You Don't Need a General AI Platform to Reach a Trillion

Someone asked whether AppLovin needs to build a social network to become a trillion-dollar company. Foroughi's answer: no. He did the math—if the company's annual free cash flow (minus stock-based compensation) reaches $30–35 billion, that roughly gets you to a trillion-dollar market cap.

Three paths to get there. First, keep deepening the existing mobile gaming ad market—over 1 billion daily active users, a massive pool of adult and household decision-makers. Second, bring the mobile performance advertising model to connected TV (CTV), enabling small and medium businesses to run performance ads on television. Third, explore new applications for recommendation system technology—not because it has to succeed, but also to attract top-tier research talent.

On whether they need to build their own large language model, his position is clear: recommendation systems are a distinct model domain—you can't simply feed user data into a general-purpose LLM and have it recommend the next ad. This is fundamentally different from building an application layer on top of an LLM. "If you're a company building an interface layer on top of large language models, you'd better build a moat fast."


The Person Changed by Being CEO

Foroughi admits that during the company's high-growth years, he was virtually absent from his family's life. "I was physically there, but my mind was always on the business. My memories of my kids growing up are a blur."

The 2022 low point actually pushed him to change. He took up surfing—because when you surf, you have to put down your phone and completely disconnect. He started giving himself 10 minutes of full presence, spending time with just one or two kids at a time, but being 100% focused for those 10 minutes. He cut out his eight cups of coffee a day and started paying attention to his health.

"If I can't even maintain my own stability and health, how can I possibly have the mental clarity to run a public company for the next ten or twenty years?"

When asked what uncomfortable truth comes with trying to be both the best founder and the best parent, his answer was: The moment you decide to be exceptional at one thing, you're deprioritizing everything else. It requires understanding from your family and a balance that's extraordinarily hard to achieve. He says he's still figuring it out.

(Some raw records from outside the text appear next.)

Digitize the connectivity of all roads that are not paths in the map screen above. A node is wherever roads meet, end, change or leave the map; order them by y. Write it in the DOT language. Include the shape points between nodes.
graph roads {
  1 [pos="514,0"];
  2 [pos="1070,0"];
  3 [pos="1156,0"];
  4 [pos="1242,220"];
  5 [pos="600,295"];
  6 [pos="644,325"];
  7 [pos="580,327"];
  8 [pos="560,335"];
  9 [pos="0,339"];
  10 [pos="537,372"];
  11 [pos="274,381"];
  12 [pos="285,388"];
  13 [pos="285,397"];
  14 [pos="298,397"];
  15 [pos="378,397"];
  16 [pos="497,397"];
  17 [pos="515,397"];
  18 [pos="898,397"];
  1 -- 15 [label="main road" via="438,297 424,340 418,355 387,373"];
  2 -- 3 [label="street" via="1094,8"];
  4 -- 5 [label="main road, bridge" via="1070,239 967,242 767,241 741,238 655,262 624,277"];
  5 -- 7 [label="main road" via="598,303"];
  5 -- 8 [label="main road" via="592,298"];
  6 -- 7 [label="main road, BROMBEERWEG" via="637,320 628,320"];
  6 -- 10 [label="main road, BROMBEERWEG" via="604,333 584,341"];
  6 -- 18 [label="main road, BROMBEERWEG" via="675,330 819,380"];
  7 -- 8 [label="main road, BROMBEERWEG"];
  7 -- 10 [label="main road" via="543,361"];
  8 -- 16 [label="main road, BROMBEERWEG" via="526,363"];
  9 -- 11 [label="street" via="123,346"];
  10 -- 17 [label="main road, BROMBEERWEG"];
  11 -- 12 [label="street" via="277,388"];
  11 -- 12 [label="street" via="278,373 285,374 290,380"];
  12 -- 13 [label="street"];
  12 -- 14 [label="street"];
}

Every Morning I Wake Up Thinking: Is Today the Day It All Blows Up?

Despite AppLovin's current market cap of roughly $150 billion, an 84% EBITDA margin, 70% revenue growth, and a Rule of 40 score above 150—numbers that are virtually unmatched globally—Foroughi says he has never felt like "we've made it."

"Almost every morning when I wake up, the first thing I do is check the data, confirm we're still running normally, confirm we're not going bankrupt today. This fear of blowing up is one of my biggest drivers."

He says the day investors or the team hear him express a lack of conviction about the future—that's when they should really worry. So far, he hasn't had that feeling.